Recommended methods in various aspects of study design have been published in recent years,7–11 including appropriate statistical methods for modelling cross-sectional10 (one scan per fetus) or longitudinal11 (serial scans) ultrasound data. Conversely, other aspects, such as sample size, population selection and exclusion criteria, remain debated to this day.

The aim of this systematic review was to evaluate the methodological quality of studies of fetal biometry using a set of predefined quality criteria of study design, statistical analysis and reporting methods.


This systematic review of observational studies was conducted and reported following the checklist proposed by the MOOSE group.12 Three major electronic databases (MEDLINE, EMBASE and CINAHL) were systematically searched for the period 1968 to September 2011 to identify studies of two-dimensional ultrasound biometry. Reference lists of retrieved full-text articles were examined for additional, relevant citations. Studies were included if the primary objective was to create size charts for BPD, HC, AC and FL on B-mode ultrasound in normal singleton pregnancies using either a cross-sectional or longitudinal design. The search was not restricted by study design or methodology, but only articles written in English were considered. Articles were excluded if: (1) only A-mode ultrasound was used; (2) the primary aim was other than the construction of size charts, for instance, the prediction of gestational age or comparisons between different population groups; and (3) the entire gestation was not covered; for instance, size chart from 20 to 30 weeks of gestation.

The keyword search strategy, which was constructed by a professional information specialist, is presented in Table 1. Two reviewers (KT and CI) screened the titles and abstracts of all identified citations, and selected potentially eligible studies. The full-text versions of eligible studies were independently assessed by the same reviewers and any disagreements were resolved by consensus or consultation with a third reviewer (ATP). Authors’ institutions were contacted in order to obtain a copy of the published article where this was not available from library sources. The flow chart of the literature search is presented in Figure 1. Studies excluded from this review and the reasons for exclusion are listed in Appendix S1.

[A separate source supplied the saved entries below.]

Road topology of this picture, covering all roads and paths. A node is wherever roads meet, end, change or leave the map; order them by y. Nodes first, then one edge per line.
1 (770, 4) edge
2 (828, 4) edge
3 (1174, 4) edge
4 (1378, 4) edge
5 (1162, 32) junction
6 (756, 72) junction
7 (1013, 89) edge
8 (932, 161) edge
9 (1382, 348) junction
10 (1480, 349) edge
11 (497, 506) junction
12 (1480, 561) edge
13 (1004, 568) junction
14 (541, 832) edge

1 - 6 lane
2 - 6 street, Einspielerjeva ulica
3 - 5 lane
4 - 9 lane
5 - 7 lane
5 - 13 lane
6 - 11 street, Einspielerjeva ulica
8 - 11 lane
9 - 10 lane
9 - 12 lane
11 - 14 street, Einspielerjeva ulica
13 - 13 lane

Table 1.   Search strategy
  1. * indicates keyword truncation.

Fetal Development/
*Gestational Age/
((fetal or foetal or fetus or foetus) adj2 growth).tw.
((fetal or foetal or fetus or foetus) adj biometr*).tw.
1 or 2 or 3 or 4
(growth adj (curve* or chart* or standard* or index or indices)).tw.
(reference adj (curve* or chart* or index or indices or equation* or value* or range* or equation* or centile* or percentile*)).tw.
(biometr* adj (curve* or chart* or index or indices or equation* or value* or range* or equation* or centile* or percentile*)).tw.
(size adj (chart* or curve*)).tw.
(dating adj (curve* or chart*)).tw.
*Reference Values/
6 or 7 or 8 or 9 or 10 or 11
Ultrasonography, Prenatal/
(ultrasound* or ultrasonogra* or sonogra*).tw.
13 or 14
5 and 12 and 15
exp animal/not human/
16 not 17
limit 18 to English language
Figure 1.

 Consort flow diagram of literature assessment.

A list of methodological quality criteria (shown in Table 2) was initially developed by one of us (AC-A) in advance of the review, and agreed between three of the authors (JV, AC-A and ATP) independent of those who performed the data abstraction. These quality criteria are based on available published research,7–11 and are divided into three domains: study design, statistical methods and reporting methods; in total, 23 quality criteria were used for cross-sectional studies and 24 criteria for longitudinal studies.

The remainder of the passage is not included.